TX-Beau
FEAR THE LIBERAL DETENTE!
Is 22 too old to be having that kind of revelation?
So, I've been in a relationship with a girl for 3 years now. I really really care about her, I feel like I love her (but is it possible to love a girl if I'm gay?). Everyone says that we're such a cute perfect couple. So things should be great but...
I think I've always felt an attraction for guys at some level. But the way I've been raised, I only ever imagined that I'd be dating girls, getting married, having kids etc. Anything else didn't even seem to be an option so I just ignored my feelings for guys, thinking I was just confused and that it'd all go away.
Except, the years have passed and it didn't go away. If anything it's stronger. I've even been repeatedly looking at gay porn online, behind my girlfriend's back of course...

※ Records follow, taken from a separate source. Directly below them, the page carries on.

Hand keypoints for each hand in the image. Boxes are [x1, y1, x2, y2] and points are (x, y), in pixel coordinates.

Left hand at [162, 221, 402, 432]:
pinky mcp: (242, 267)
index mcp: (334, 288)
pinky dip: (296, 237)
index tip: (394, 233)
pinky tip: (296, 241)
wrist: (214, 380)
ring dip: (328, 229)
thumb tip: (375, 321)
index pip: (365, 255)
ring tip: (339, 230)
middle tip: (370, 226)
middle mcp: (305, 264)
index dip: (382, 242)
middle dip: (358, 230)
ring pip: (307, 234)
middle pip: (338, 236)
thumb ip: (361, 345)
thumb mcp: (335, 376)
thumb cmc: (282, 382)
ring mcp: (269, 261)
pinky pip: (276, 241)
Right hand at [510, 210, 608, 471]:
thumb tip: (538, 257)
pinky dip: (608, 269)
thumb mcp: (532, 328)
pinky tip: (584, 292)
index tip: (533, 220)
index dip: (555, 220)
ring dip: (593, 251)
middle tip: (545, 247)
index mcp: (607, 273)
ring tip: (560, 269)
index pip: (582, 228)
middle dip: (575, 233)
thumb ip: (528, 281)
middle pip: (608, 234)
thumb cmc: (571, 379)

So I feel like a horrible person for deceiving her like that and I don't know what to do.
I feel trapped in this relationship which, the way things are going, is headed for marriage. I can't imagine getting married, spending a lifetime with that secret...

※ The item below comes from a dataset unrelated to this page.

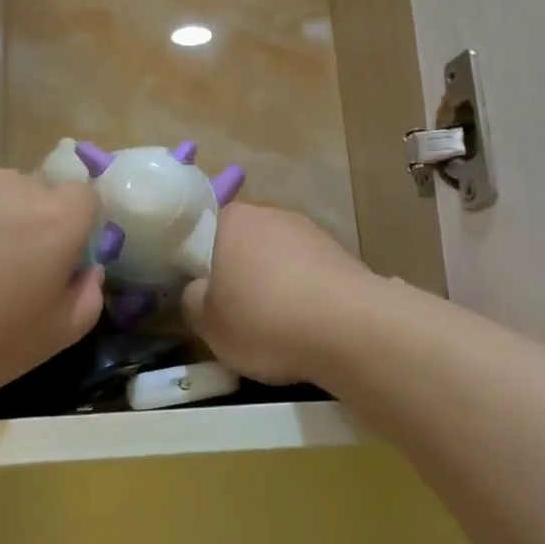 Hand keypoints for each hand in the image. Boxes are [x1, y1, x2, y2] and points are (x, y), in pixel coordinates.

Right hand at [182, 204, 378, 386]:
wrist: (350, 329)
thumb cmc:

But I can't imagine getting out of it either. I know she would be completely crushed if I broke up with her after these years. Not to mention everyone else's reaction....

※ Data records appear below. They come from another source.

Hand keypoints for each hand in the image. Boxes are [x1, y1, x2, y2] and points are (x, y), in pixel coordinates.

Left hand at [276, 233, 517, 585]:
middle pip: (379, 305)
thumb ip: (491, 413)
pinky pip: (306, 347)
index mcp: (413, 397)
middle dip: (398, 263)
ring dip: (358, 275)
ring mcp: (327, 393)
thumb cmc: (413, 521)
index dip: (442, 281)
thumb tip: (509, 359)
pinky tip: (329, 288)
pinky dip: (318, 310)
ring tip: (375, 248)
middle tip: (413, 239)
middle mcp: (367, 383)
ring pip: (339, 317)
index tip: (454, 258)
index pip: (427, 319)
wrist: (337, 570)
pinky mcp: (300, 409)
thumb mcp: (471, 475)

And also, how do I know that I'm not just confused even more now? It's not like I've ever had any sort of relationship or physical contact with a guy.
I wish I could just go back to being 18. Then i'd probably take a vow of celibacy so that no one would have to deal with how messed up I am.![]()
Seems like you already know what you are, you just haven't come to terms with it. Takes time to deal with that. Don't be a tool and drag a woman down that road with you. It's dishonest, and unkind. Plus the men you meet will respect you more if you aren't lying to a wife.
You haven't been together that long, though from the perspective of 22, I suppose 3 years seems like an eternity. She'll be a lot more devastated when you're 35 and she catches you cheating with some guy, than if you let it end before you marry her.
You know what to do, gay, straight, whatever, in any relationship if you can't give her what she deserves, if you can't get what you need, how kind is it to play this game. The longer you wait, the nastier the split will be. You're not married yet, don't go there unless you're absolutely sure you can be the guy she deserves.
It sounds like you want out, is it fair to let her have all these expectations of happily ever after when you know that's not gonna happen. How much do you love her? Enough to stop the charade and give her the chance to find a straight guy while she's still young?